Efficacy engineers trace the relationship from input to output, understand the failures, and make the whole system more effective.

The Centerpiece: Evaluation Pipelines

The beating heart of efficacy engineering is an evaluation pipeline. A good evaluation pipeline allows you to:

Detect regressions
Benchmark improvements
Guide iterative development

This could be a labeled test set, an offline replay framework, a simulation environment, or even a judgment-based rubric. What matters is that it allows you to measure what matters - consistently and quickly.

Row-Level Inspection

Quantitative metrics get you 80% of the way there, but most of the breakthrough insights come from qualitative inspection.

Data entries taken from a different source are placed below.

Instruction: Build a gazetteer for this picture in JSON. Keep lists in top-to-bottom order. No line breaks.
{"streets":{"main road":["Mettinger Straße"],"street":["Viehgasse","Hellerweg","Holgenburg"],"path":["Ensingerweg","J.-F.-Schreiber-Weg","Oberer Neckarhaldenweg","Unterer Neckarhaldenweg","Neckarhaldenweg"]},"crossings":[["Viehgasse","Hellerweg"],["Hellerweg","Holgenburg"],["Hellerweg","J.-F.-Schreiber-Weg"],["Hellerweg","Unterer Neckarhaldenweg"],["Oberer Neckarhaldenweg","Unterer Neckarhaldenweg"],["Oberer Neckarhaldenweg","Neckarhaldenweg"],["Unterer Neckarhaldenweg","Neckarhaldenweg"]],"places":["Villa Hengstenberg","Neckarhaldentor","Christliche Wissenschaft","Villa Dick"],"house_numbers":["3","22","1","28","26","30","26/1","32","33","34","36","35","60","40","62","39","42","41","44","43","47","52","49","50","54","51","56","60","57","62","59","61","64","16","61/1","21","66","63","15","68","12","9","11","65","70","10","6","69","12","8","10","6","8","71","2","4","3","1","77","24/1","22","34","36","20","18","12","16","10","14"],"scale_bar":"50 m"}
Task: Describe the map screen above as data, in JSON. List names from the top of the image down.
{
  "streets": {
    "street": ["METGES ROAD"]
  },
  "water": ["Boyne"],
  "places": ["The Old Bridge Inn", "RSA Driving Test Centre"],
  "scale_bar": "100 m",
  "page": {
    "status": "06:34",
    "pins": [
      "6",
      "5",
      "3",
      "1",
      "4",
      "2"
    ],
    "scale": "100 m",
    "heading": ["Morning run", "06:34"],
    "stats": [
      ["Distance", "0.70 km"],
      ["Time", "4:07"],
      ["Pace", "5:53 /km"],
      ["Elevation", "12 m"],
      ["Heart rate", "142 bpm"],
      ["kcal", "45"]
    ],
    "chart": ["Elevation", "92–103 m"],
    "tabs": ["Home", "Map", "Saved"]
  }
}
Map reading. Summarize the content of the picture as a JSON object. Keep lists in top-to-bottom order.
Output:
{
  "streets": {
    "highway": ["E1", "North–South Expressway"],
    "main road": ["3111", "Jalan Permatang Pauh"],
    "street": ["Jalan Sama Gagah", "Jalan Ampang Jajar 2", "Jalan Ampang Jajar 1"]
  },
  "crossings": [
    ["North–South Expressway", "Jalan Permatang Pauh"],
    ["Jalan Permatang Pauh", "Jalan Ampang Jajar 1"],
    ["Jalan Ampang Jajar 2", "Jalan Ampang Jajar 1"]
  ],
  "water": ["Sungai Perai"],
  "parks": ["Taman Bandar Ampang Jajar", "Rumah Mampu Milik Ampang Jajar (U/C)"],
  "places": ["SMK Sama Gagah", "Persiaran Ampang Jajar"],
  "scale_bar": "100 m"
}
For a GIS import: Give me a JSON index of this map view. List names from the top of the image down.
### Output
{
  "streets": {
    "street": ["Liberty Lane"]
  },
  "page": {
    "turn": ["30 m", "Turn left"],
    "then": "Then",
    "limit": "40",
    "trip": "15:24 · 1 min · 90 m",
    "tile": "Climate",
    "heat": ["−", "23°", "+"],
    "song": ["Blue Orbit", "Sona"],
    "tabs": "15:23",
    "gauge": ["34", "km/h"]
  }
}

Looking at individual mistakes - row by row - helps you uncover:

Missing signals
Broken assumptions
Systemic errors
Noisy labels and other shortcomings in evaluation metrics

This is where real progress often begins. When a system gets something wrong, the first question to ask is why?

The Product Context Matters

Efficacy engineering rarely lives in a vacuum. Most systems are embedded in broader product ecosystems, and that context shapes how we measure success.

Consider an AI agent in a shopping app. Internally, we might track precision and recall on “did the agent find the right product?” But the product cares about monthly spend, not model accuracy. That disconnect means efficacy engineers must often bridge the gap with:

Proxy metrics
A/B tests
Product intuition

Ultimately, the system’s improvements must drive meaningful changes in business outcomes, even if those outcomes can’t be directly optimized.

The Three Pillars of Efficacy Expertise

Solving these problems requires a blend of three types of knowledge:

Domain Knowledge
Understand the stakes. What matters in this vertical? What does “wrong” actually look like? A spam model that flags the wrong emails is different from a model that misclassifies cyberattacks.
Systems Knowledge
Know how the data flows. Understand the data pipelines, transformation logic, and where things break. Systems knowledge is crucial in organizations with limited infrastructure or poor observability.
ML/DS/AI Knowledge
Finally, understand how to tune, interpret, and debug models. Know what tricks work. Know when to use an embedding vs. a feature count. Know how to build robust evals and effective test sets.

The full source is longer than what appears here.